▶ **Supplied material**:
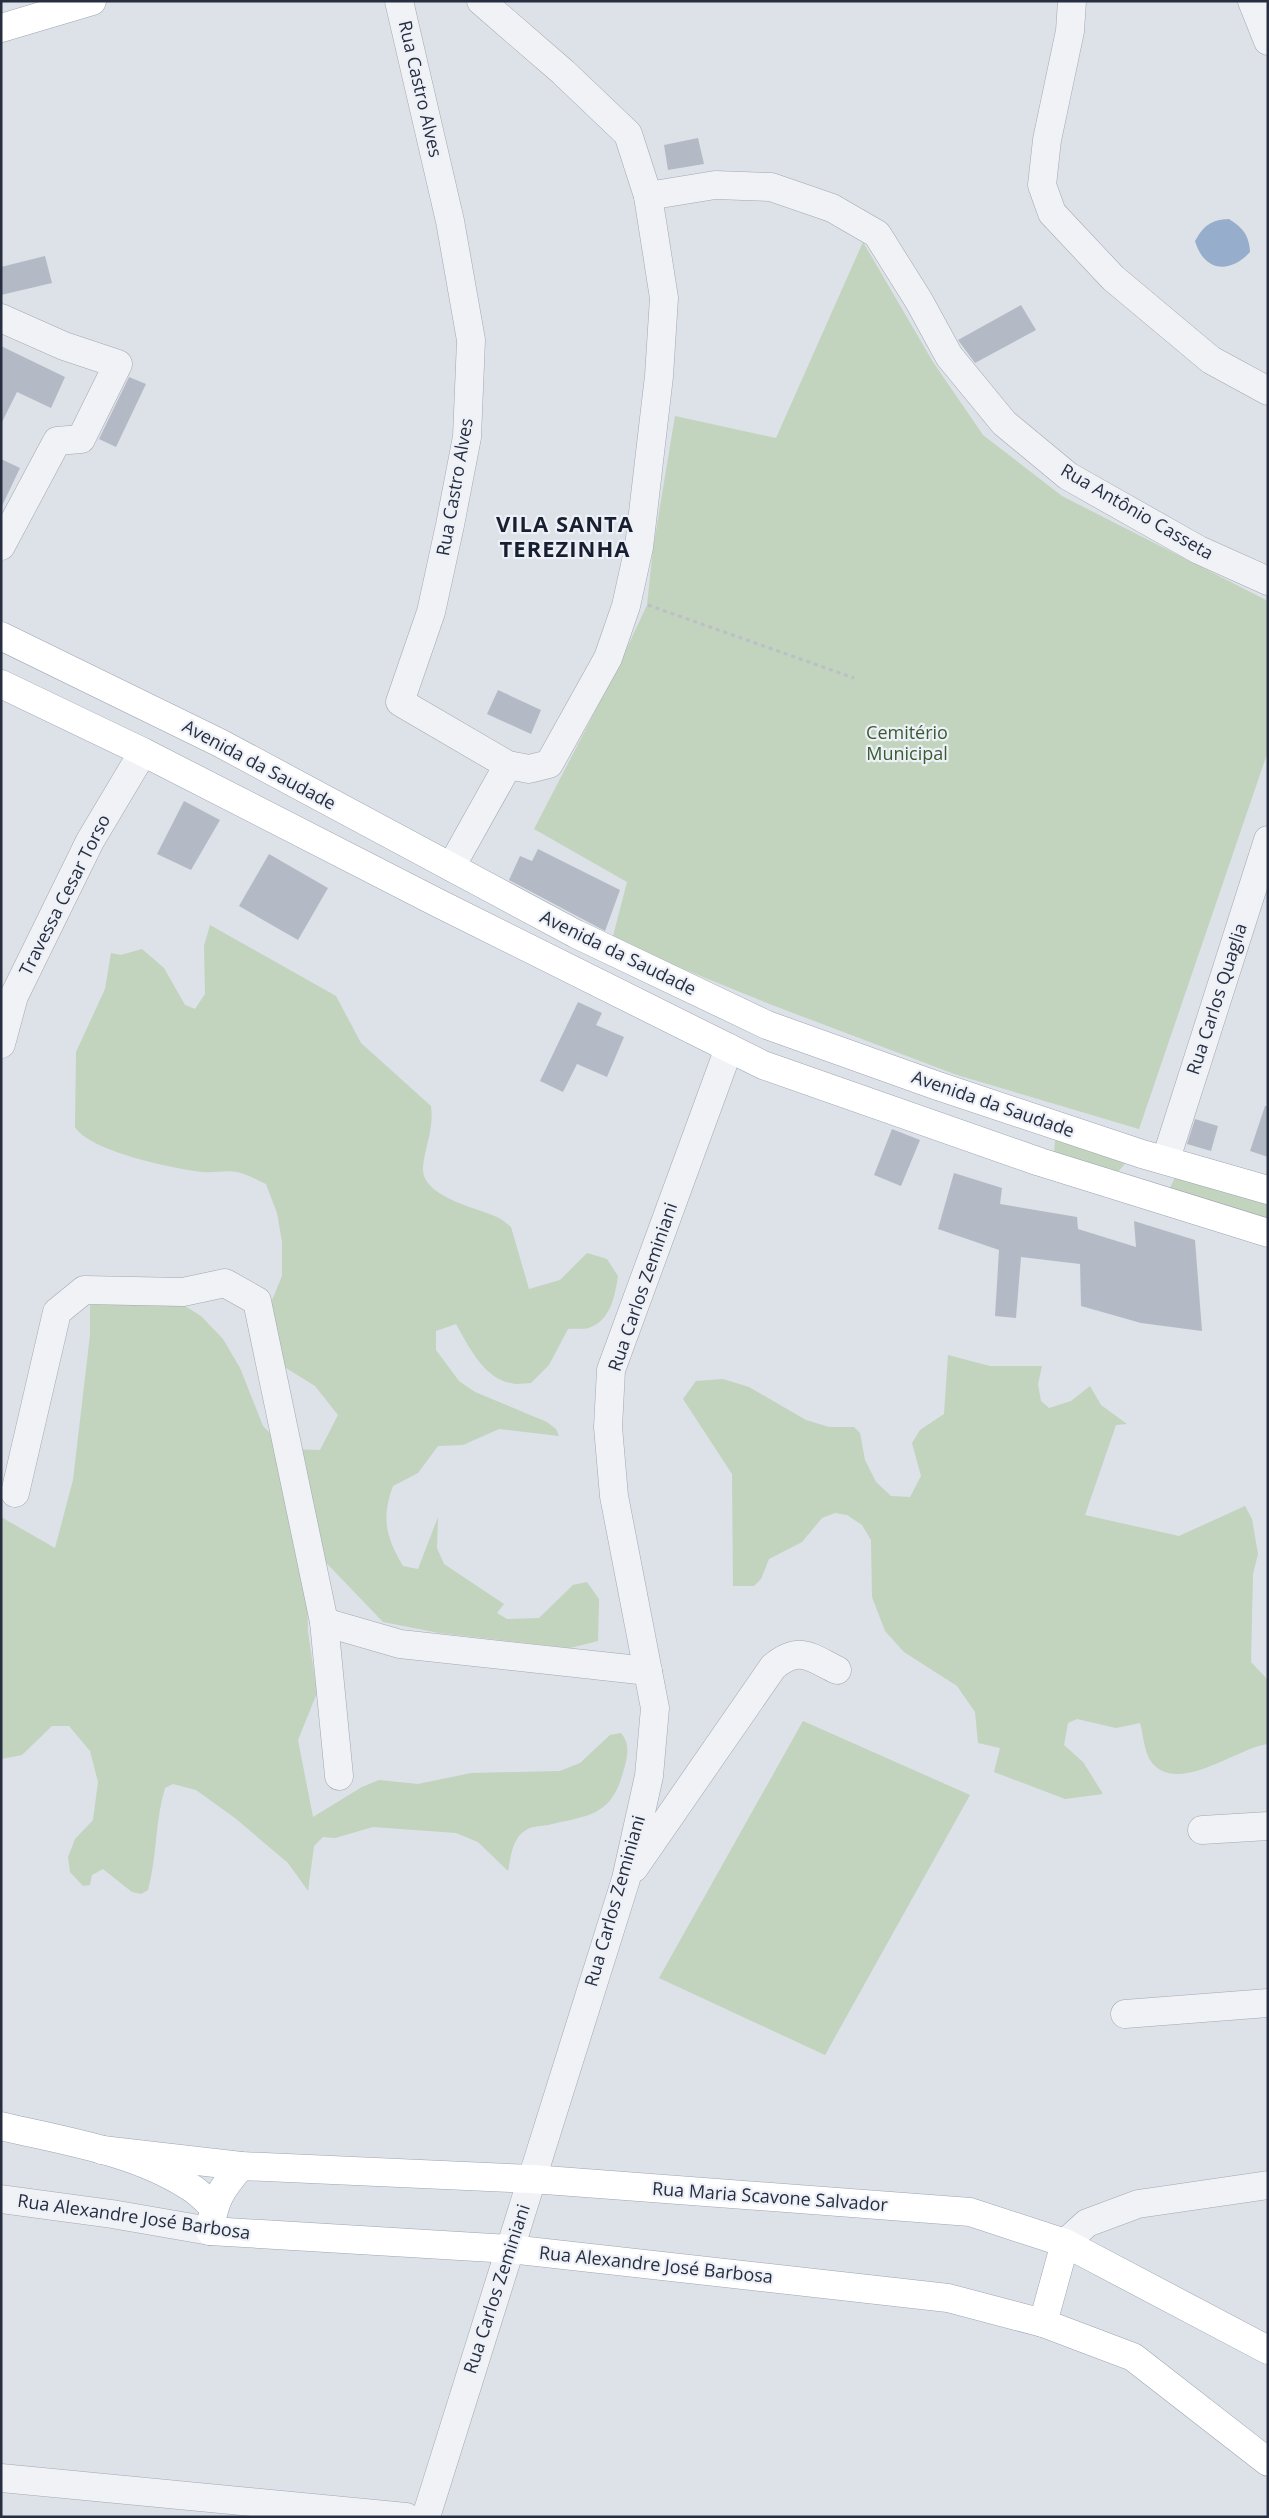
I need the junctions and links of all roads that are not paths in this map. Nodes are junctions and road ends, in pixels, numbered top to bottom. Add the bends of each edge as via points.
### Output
1 (92, 1) edge
2 (399, 1) edge
3 (481, 1) edge
4 (1072, 1) edge
5 (1252, 1) edge
6 (8, 22) edge
7 (1268, 41) edge
8 (648, 196) junction
9 (1, 318) edge
10 (1268, 391) edge
11 (1, 546) edge
12 (1268, 581) edge
13 (1, 636) edge
14 (1, 684) edge
15 (143, 752) junction
16 (254, 761) junction
17 (508, 765) junction
18 (233, 798) junction
19 (1268, 840) edge
20 (451, 867) junction
21 (1, 1044) edge
22 (729, 1048) junction
23 (988, 1102) junction
24 (1052, 1124) junction
25 (970, 1137) junction
26 (1166, 1159) junction
27 (1040, 1162) junction
28 (1130, 1190) junction
29 (1268, 1190) edge
30 (1268, 1233) edge
31 (14, 1492) dead end
32 (324, 1622) junction
33 (837, 1670) dead end
34 (648, 1671) junction
35 (339, 1776) dead end
36 (1268, 1826) edge
37 (1202, 1830) dead end
38 (626, 1880) junction
39 (1268, 2003) edge
40 (1125, 2014) dead end
41 (1, 2126) edge
42 (102, 2150) junction
43 (241, 2166) junction
44 (532, 2179) junction
45 (1268, 2185) edge
46 (1, 2199) edge
47 (212, 2219) junction
48 (1065, 2243) junction
49 (510, 2249) junction
50 (1043, 2323) junction
51 (1268, 2350) edge
52 (1268, 2462) edge
53 (1, 2478) edge
54 (406, 2517) edge
55 (426, 2517) edge

1 - 6 main road
2 - 17 street, Rua Castro Alves via 450,221 471,340 467,437 452,516 431,612 400,702
3 - 8 street via 628,134
4 - 10 street via 1070,31 1047,140 1042,185 1052,213 1113,278 1211,360
5 - 7 street
8 - 12 street, Rua Antônio Casseta via 715,185 770,187 832,208 877,234 919,300 948,356 1004,423 1068,476 1199,550
8 - 17 street via 664,298 659,376 639,547 626,606 608,658 549,764 529,768
9 - 11 street via 64,346 118,364 81,438 56,441
13 - 16 main road, Avenida da Saudade
14 - 15 main road, Avenida da Saudade
15 - 18 main road, Avenida da Saudade
15 - 21 street, Travessa Cesar Torso via 90,840 14,996
16 - 18 main road
16 - 20 main road, Avenida da Saudade
17 - 20 street
18 - 22 main road, Avenida da Saudade
19 - 26 street, Rua Carlos Quaglia
20 - 23 main road, Avenida da Saudade via 576,934 767,1024
22 - 25 main road, Avenida da Saudade via 763,1065
22 - 34 street, Rua Carlos Zeminiani via 611,1370 608,1427 614,1496
23 - 24 main road, Avenida da Saudade
23 - 25 main road via 982,1129
24 - 26 main road, Avenida da Saudade
24 - 27 main road via 1042,1135 1038,1148
25 - 27 main road, Avenida da Saudade
26 - 28 main road via 1157,1174
26 - 29 main road, Avenida da Saudade
27 - 28 main road, Avenida da Saudade
28 - 30 main road, Avenida da Saudade
31 - 32 street via 56,1312 84,1290 183,1292 225,1283 257,1301
32 - 34 street via 400,1644
32 - 35 street
33 - 38 street via 805,1655 787,1656 773,1667
34 - 38 street, Rua Carlos Zeminiani via 655,1708 654,1742
36 - 37 street
38 - 44 street, Rua Carlos Zeminiani
39 - 40 street
41 - 42 main road
42 - 43 main road, Rua Maria Scavone Salvador
42 - 47 main road via 166,2172 192,2188
43 - 44 main road, Rua Maria Scavone Salvador
43 - 47 main road via 223,2186
44 - 48 main road, Rua Maria Scavone Salvador via 970,2212
44 - 49 street, Rua Carlos Zeminiani
45 - 48 street via 1138,2204 1087,2223
46 - 47 street, Rua Alexandre José Barbosa via 112,2214
47 - 49 main road, Rua Alexandre José Barbosa
48 - 50 main road
48 - 51 main road, Rua Maria Scavone Salvador
49 - 50 main road, Rua Alexandre José Barbosa via 948,2298
49 - 55 street, Rua Carlos Zeminiani
50 - 52 main road, Rua Alexandre José Barbosa via 1133,2358
53 - 54 street

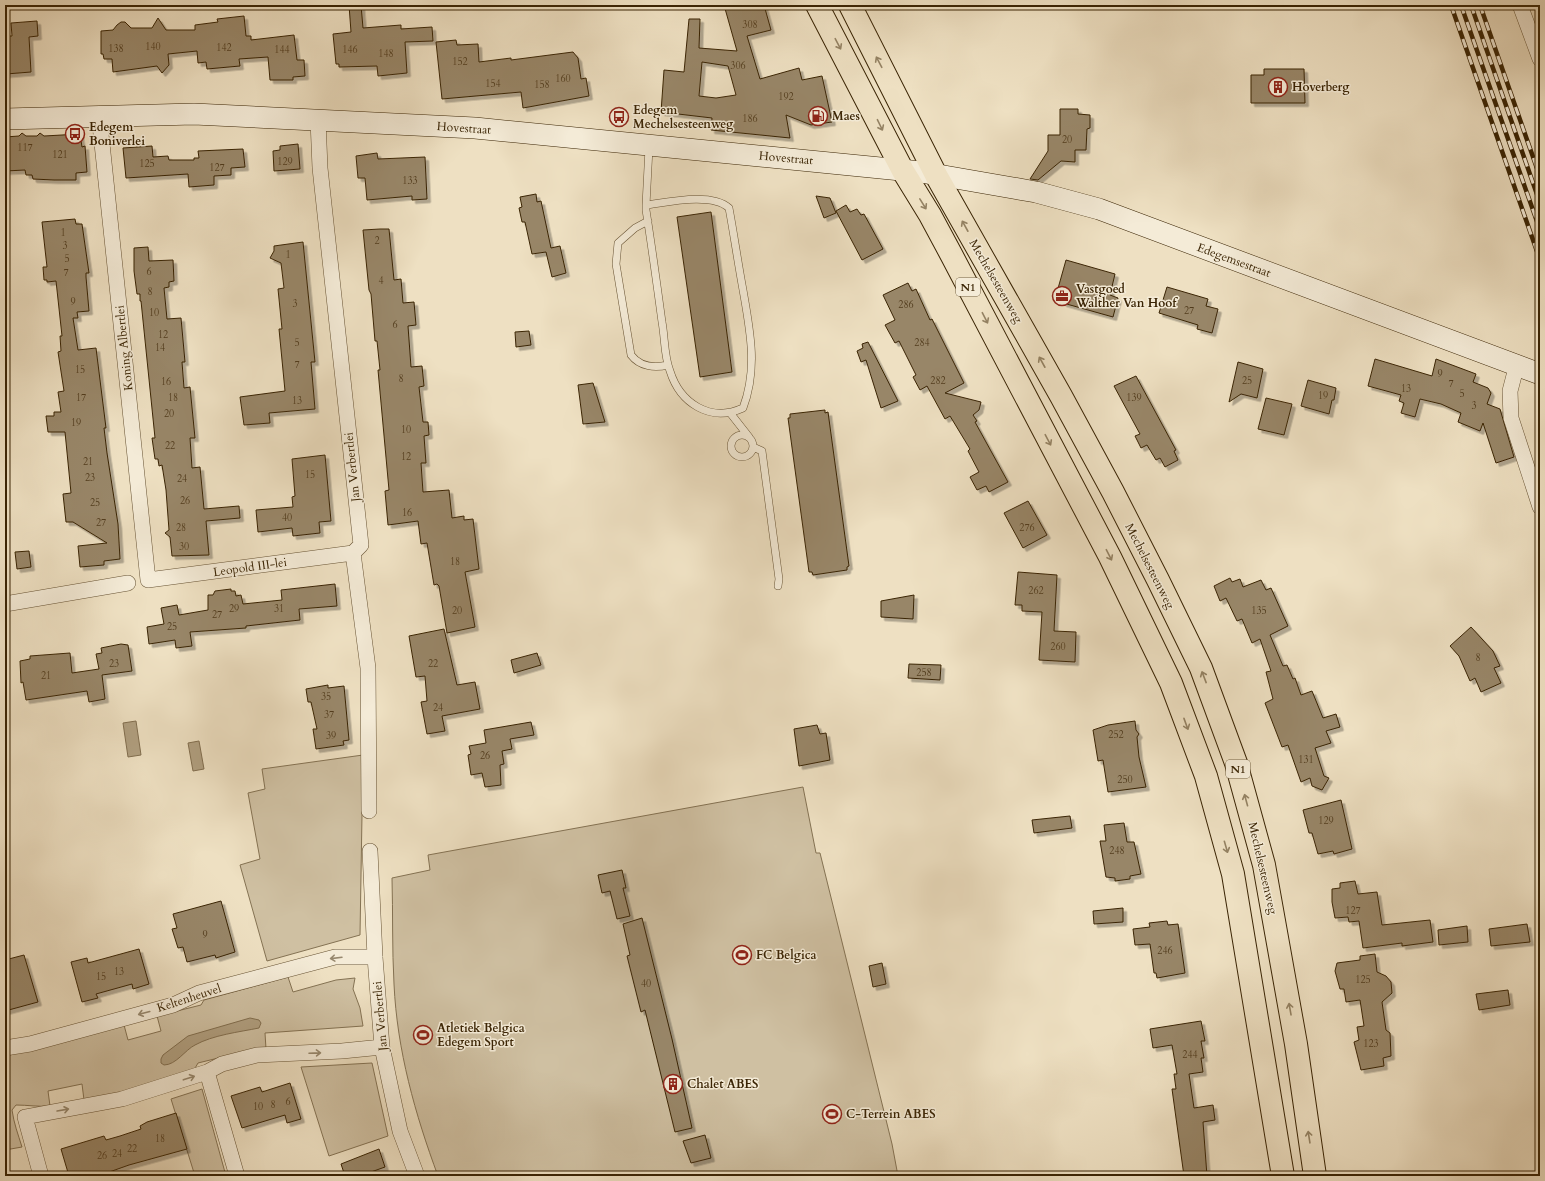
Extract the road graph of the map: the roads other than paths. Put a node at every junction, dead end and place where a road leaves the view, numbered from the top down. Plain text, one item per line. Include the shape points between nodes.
1 (817, 5) edge
2 (850, 5) edge
3 (1520, 5) edge
4 (1540, 59) edge
5 (99, 115) junction
6 (5, 119) edge
7 (318, 120) junction
8 (649, 146) junction
9 (920, 173) junction
10 (646, 205) junction
11 (648, 221) junction
12 (1517, 364) junction
13 (668, 365) junction
14 (1540, 374) edge
15 (731, 414) junction
16 (1540, 507) edge
17 (353, 553) junction
18 (148, 580) joint
19 (128, 583) dead end
20 (778, 586) dead end
21 (5, 604) edge
22 (369, 811) dead end
23 (370, 851) dead end
24 (375, 957) junction
25 (382, 1047) junction
26 (5, 1048) edge
27 (207, 1072) junction
28 (41, 1176) edge
29 (237, 1176) edge
30 (417, 1176) edge
31 (1283, 1176) edge
32 (1315, 1176) edge

1 -> 9 main road, Mechelsesteenweg / N1
9 -> 2 main road, Mechelsesteenweg / N1
3 - 4 street
5 - 6 street, Hovestraat
5 - 7 street, Hovestraat via 194,114
5 - 18 street, Koning Albertlei
7 - 8 street, Hovestraat via 475,128
7 - 17 street, Jan Verbertlei via 320,168 361,545
8 - 9 street, Hovestraat
8 - 10 lane
9 - 12 street, Edegemsestraat via 1036,192 1099,209
9 -> 31 main road, Mechelsesteenweg / N1 via 945,242 1107,551 1171,682 1206,776 1233,874
32 -> 9 main road, Mechelsesteenweg / N1 via 1296,1044 1264,865 1236,763 1201,668 1083,437
10 - 11 lane
10 - 15 lane via 712,199 723,202 729,208 751,337 752,372 743,408
11 - 13 lane
11 - 13 lane via 635,228 618,243 616,264 631,356 635,361 649,366
12 - 14 street, Edegemsestraat
12 - 16 street via 1510,391 1511,418
13 - 15 lane via 682,395 693,405 722,414
15 - 20 lane via 752,443 762,451
17 - 18 street, Leopold III-lei
17 - 22 street via 368,668
19 - 21 street
23 - 24 street, Jan Verbertlei
24 - 25 street, Jan Verbertlei
24 -> 26 street, Keltenheuvel via 335,957 199,993 173,1005 30,1044
27 -> 25 street via 222,1064 257,1055
25 - 30 street, Jan Verbertlei via 400,1131
28 -> 27 street via 25,1117 122,1099
27 - 29 street

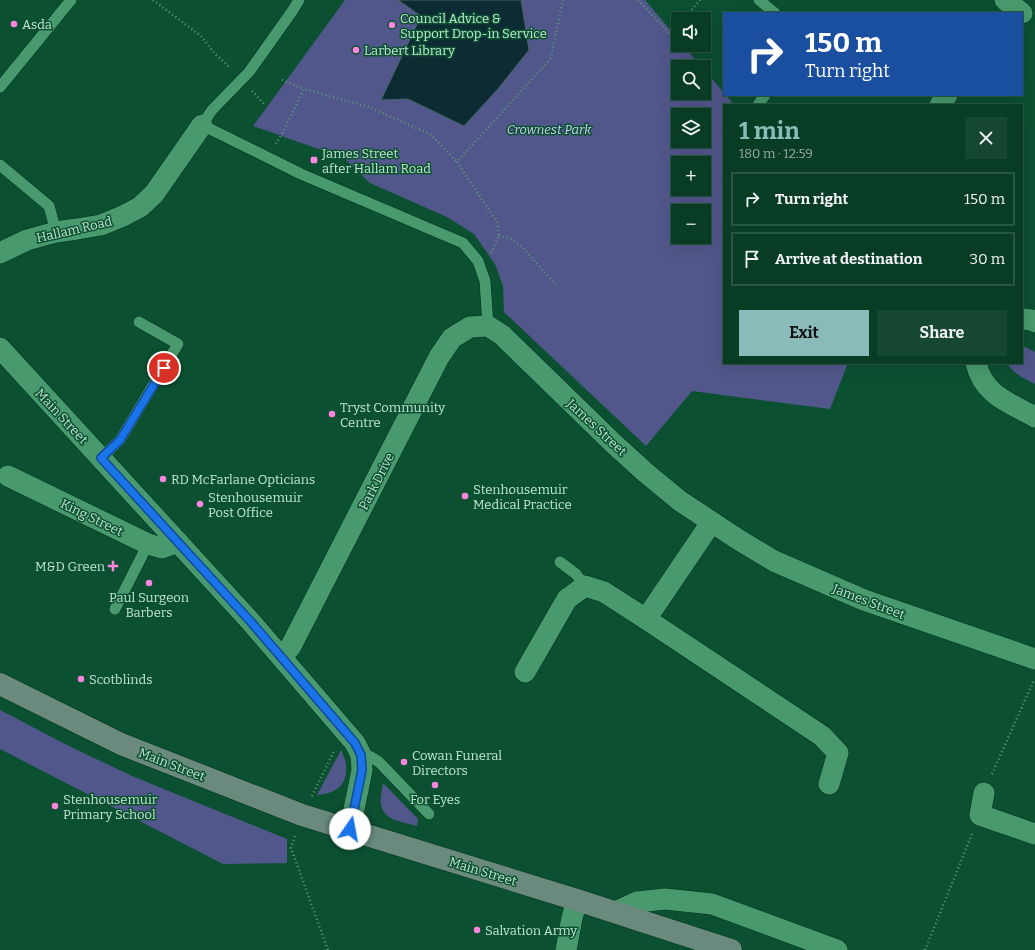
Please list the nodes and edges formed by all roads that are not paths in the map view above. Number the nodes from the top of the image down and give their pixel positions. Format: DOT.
graph roads {
  1 [pos="71,0"];
  2 [pos="298,0"];
  3 [pos="759,0"];
  4 [pos="774,12"];
  5 [pos="1023,16"];
  6 [pos="1035,24"];
  7 [pos="0,87"];
  8 [pos="202,125"];
  9 [pos="0,165"];
  10 [pos="56,232"];
  11 [pos="0,253"];
  12 [pos="1023,319"];
  13 [pos="139,322"];
  14 [pos="1035,322"];
  15 [pos="488,326"];
  16 [pos="2,354"];
  17 [pos="976,364"];
  18 [pos="1035,417"];
  19 [pos="101,458"];
  20 [pos="8,476"];
  21 [pos="711,523"];
  22 [pos="178,542"];
  23 [pos="148,544"];
  24 [pos="560,562"];
  25 [pos="585,586"];
  26 [pos="115,608"];
  27 [pos="646,619"];
  28 [pos="282,657"];
  29 [pos="1035,659"];
  30 [pos="525,672"];
  31 [pos="0,684"];
  32 [pos="361,755"];
  33 [pos="829,784"];
  34 [pos="984,793"];
  35 [pos="429,814"];
  36 [pos="350,829"];
  37 [pos="1035,834"];
  38 [pos="577,900"];
  39 [pos="615,912"];
  40 [pos="566,950"];
  41 [pos="731,950"];
  42 [pos="837,950"];
  1 -- 7 [label="lane"];
  2 -- 8 [label="lane"];
  3 -- 4 [label="lane"];
  5 -- 6 [label="street"];
  8 -- 10 [label="street, Hallam Road"];
  8 -- 15 [label="lane"];
  9 -- 10 [label="lane"];
  10 -- 11 [label="street, Hallam Road"];
  12 -- 14 [label="street"];
  13 -- 19 [label="lane"];
  15 -- 21 [label="street, James Street"];
  15 -- 28 [label="street, Park Drive"];
  16 -- 19 [label="street, Main Street"];
  17 -- 18 [label="street"];
  19 -- 22 [label="street, Main Street"];
  20 -- 23 [label="street, King Street"];
  21 -- 27 [label="street"];
  21 -- 29 [label="street, James Street"];
  22 -- 23 [label="street, King Street"];
  22 -- 28 [label="street, Main Street"];
  23 -- 26 [label="lane"];
  24 -- 25 [label="lane"];
  25 -- 27 [label="street"];
  25 -- 30 [label="street"];
  27 -- 33 [label="street"];
  28 -- 32 [label="street, Main Street"];
  31 -- 36 [label="main road, Main Street"];
  32 -- 35 [label="lane"];
  32 -- 36 [label="street"];
  34 -- 37 [label="street"];
  36 -- 38 [label="main road, Main Street"];
  38 -- 39 [label="main road, Main Street"];
  38 -- 40 [label="street"];
  39 -- 41 [label="main road, Main Street"];
  39 -- 42 [label="street"];
}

▶ **What the task requires**: Using the records above, report each line with the string "down".

▶ **Task solution**:
Extract the road graph of the map: the roads other than paths. Put a node at every junction, dead end and place where a road leaves the view, numbered from the top down. Plain text, one item per line. Include the shape points between nodes.
Please list the nodes and edges formed by all roads that are not paths in the map view above. Number the nodes from the top of the image down and give their pixel positions. Format: DOT.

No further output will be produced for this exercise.